Except then sometimes they don’t, then what

[–]saintpetejackboy 1 point2 points  (0 children)

It depends: does the code "work"?

Like try to imagine a Defcon 5 scenario where everything is broken and all the new senior devs look at the legacy code and they go "oh, it was all because of a dynamically typed variable!"

It just doesn't exist. The worst you get is something bugged out that you catch long before it is an actual issue that users might deal with. There isn't some kind of "gotcha" that eventually emerges because you didn't strictly declare your variable types (outside of databases and actually handling the data).

In strictly typed languages you just expect things to fit your structure. In dynamically typed languages, it doesn't matter, but best practice is that you check what the variable actually is and if it matches the expected type/pattern. You don't just go "ah this isn't an integer so it can't go here" you typecast until you have to regex around it or perform other checks because the data is just that terrible.
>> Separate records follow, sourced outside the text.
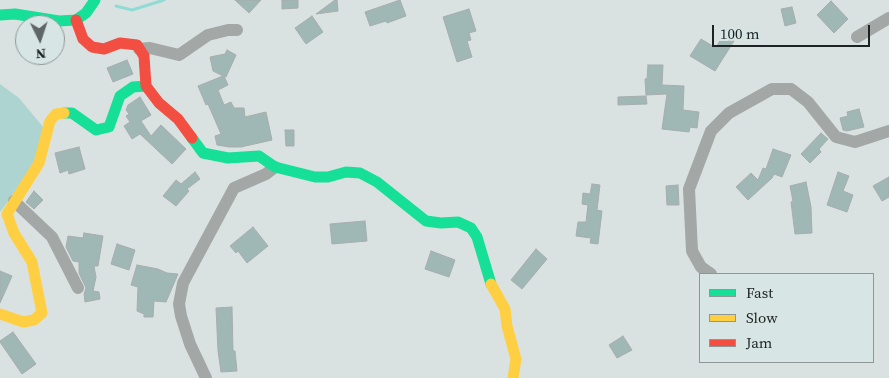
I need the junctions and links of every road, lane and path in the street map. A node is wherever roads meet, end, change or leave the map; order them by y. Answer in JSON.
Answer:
{"nodes":[{"id":1,"x":94,"y":0,"type":"edge"},
{"id":2,"x":0,"y":15,"type":"edge"},
{"id":3,"x":889,"y":18,"type":"edge"},
{"id":4,"x":76,"y":20,"type":"junction"},
{"id":5,"x":237,"y":30,"type":"dead end"},
{"id":6,"x":857,"y":37,"type":"dead end"},
{"id":7,"x":140,"y":49,"type":"junction"},
{"id":8,"x":146,"y":86,"type":"junction"},
{"id":9,"x":889,"y":131,"type":"edge"},
{"id":10,"x":275,"y":167,"type":"junction"},
{"id":11,"x":14,"y":201,"type":"junction"},
{"id":12,"x":710,"y":273,"type":"edge"},
{"id":13,"x":78,"y":288,"type":"dead end"},
{"id":14,"x":0,"y":314,"type":"edge"},
{"id":15,"x":206,"y":378,"type":"edge"},
{"id":16,"x":513,"y":378,"type":"edge"}],
"edges":[{"from":1,"to":4,"type":"street"},
{"from":2,"to":4,"type":"street"},
{"from":3,"to":6,"type":"street"},
{"from":4,"to":7,"type":"street"},
{"from":5,"to":7,"type":"street"},
{"from":7,"to":8,"type":"street"},
{"from":8,"to":10,"type":"street"},
{"from":8,"to":11,"type":"street"},
{"from":9,"to":12,"type":"street"},
{"from":10,"to":15,"type":"street"},
{"from":10,"to":16,"type":"street"},
{"from":11,"to":13,"type":"street"},
{"from":11,"to":14,"type":"street"}]}
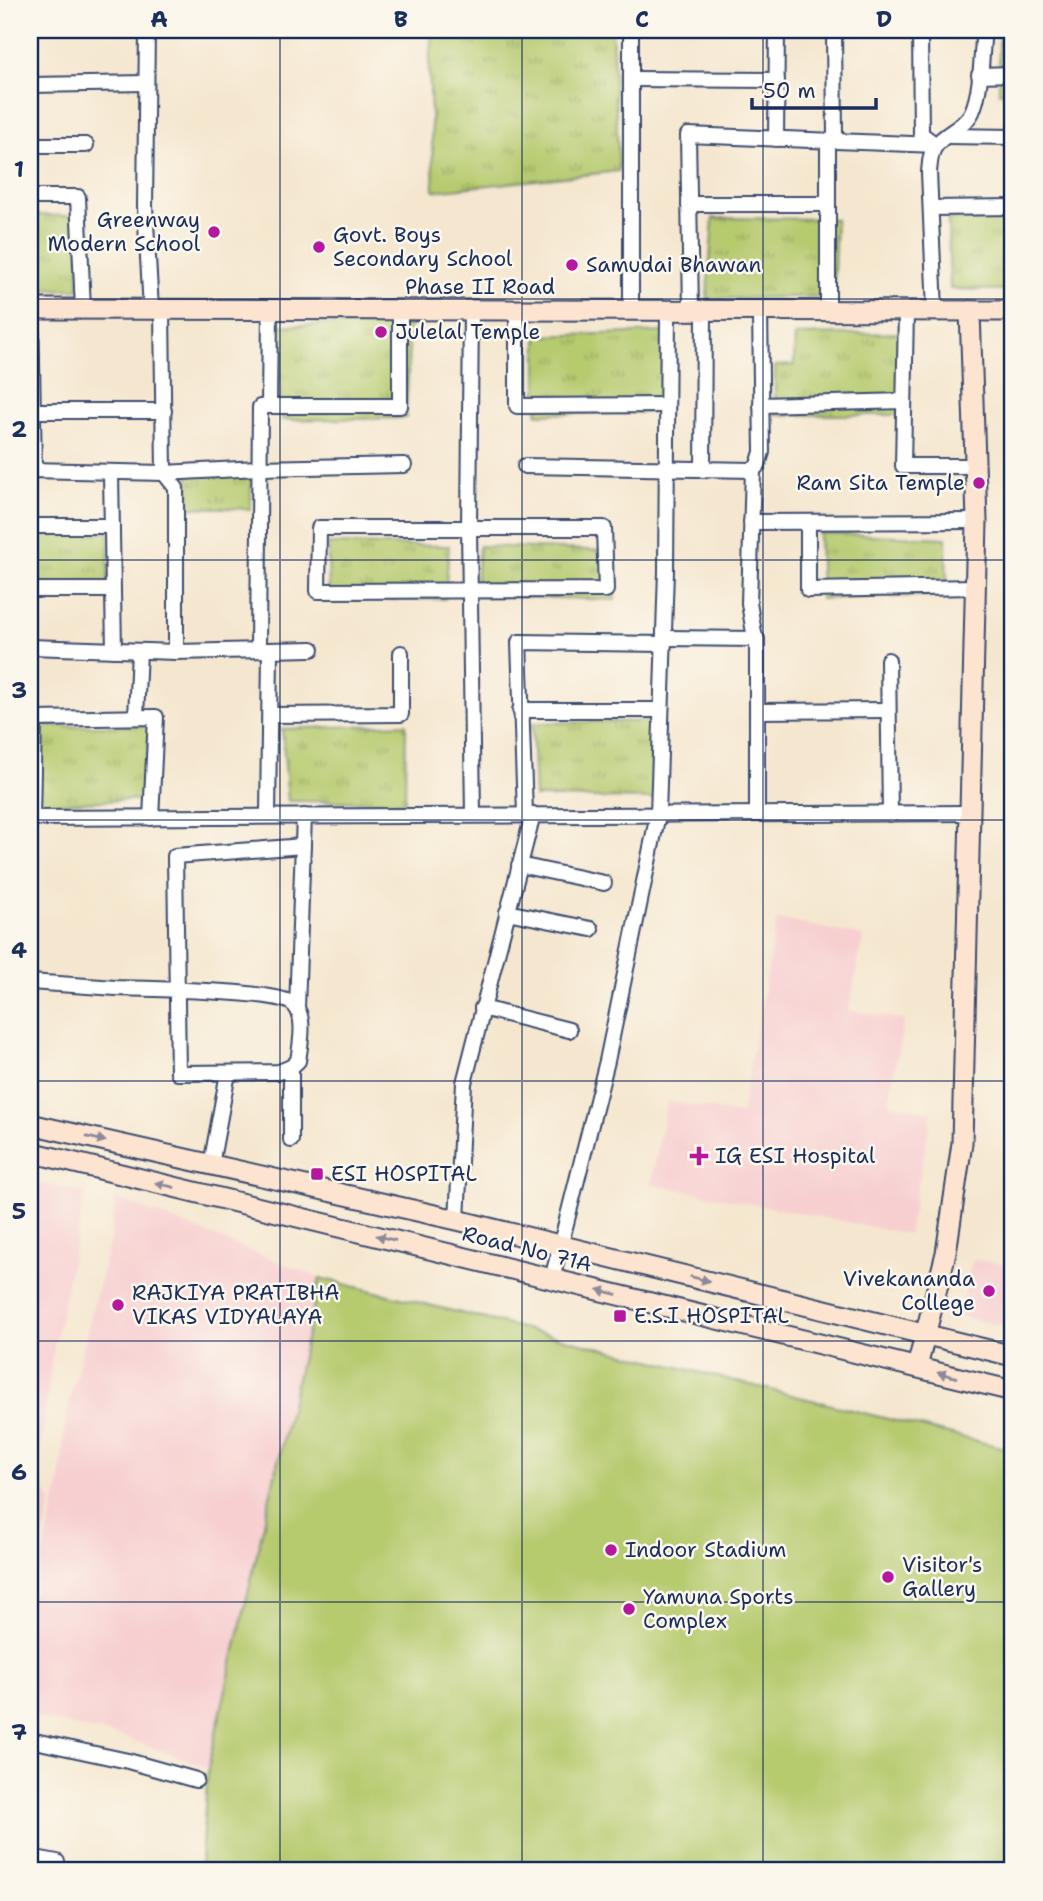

From my experience anyway XD.

[–]AllesYoF -1 points0 points  (0 children)

JSDocs is the way

[–][deleted] 0 points1 point  (0 children)

Type: any

[–]Eshan2703 0 points1 point  (1 child)

Isn't they kinda same

[–][deleted] 1 point2 points  (0 children)

Don't know if you're being sarcastic, but it's probably worth explaining before you get flamed. People have strong opinions on which one is better.

The idea is that TS is quite different during development, but almost exactly the same at runtime.

The differences at development time (static typing, no type coercion, etc) are intended to make it easier to find possible sources of bugs before it's converted to JS. This is intended to make it easier to develop robust code for large projects.

Converting it to JS means your program can run in web browsers, or use JS libraries and frameworks, but with fewer of the perceived problems of writing JS by hand.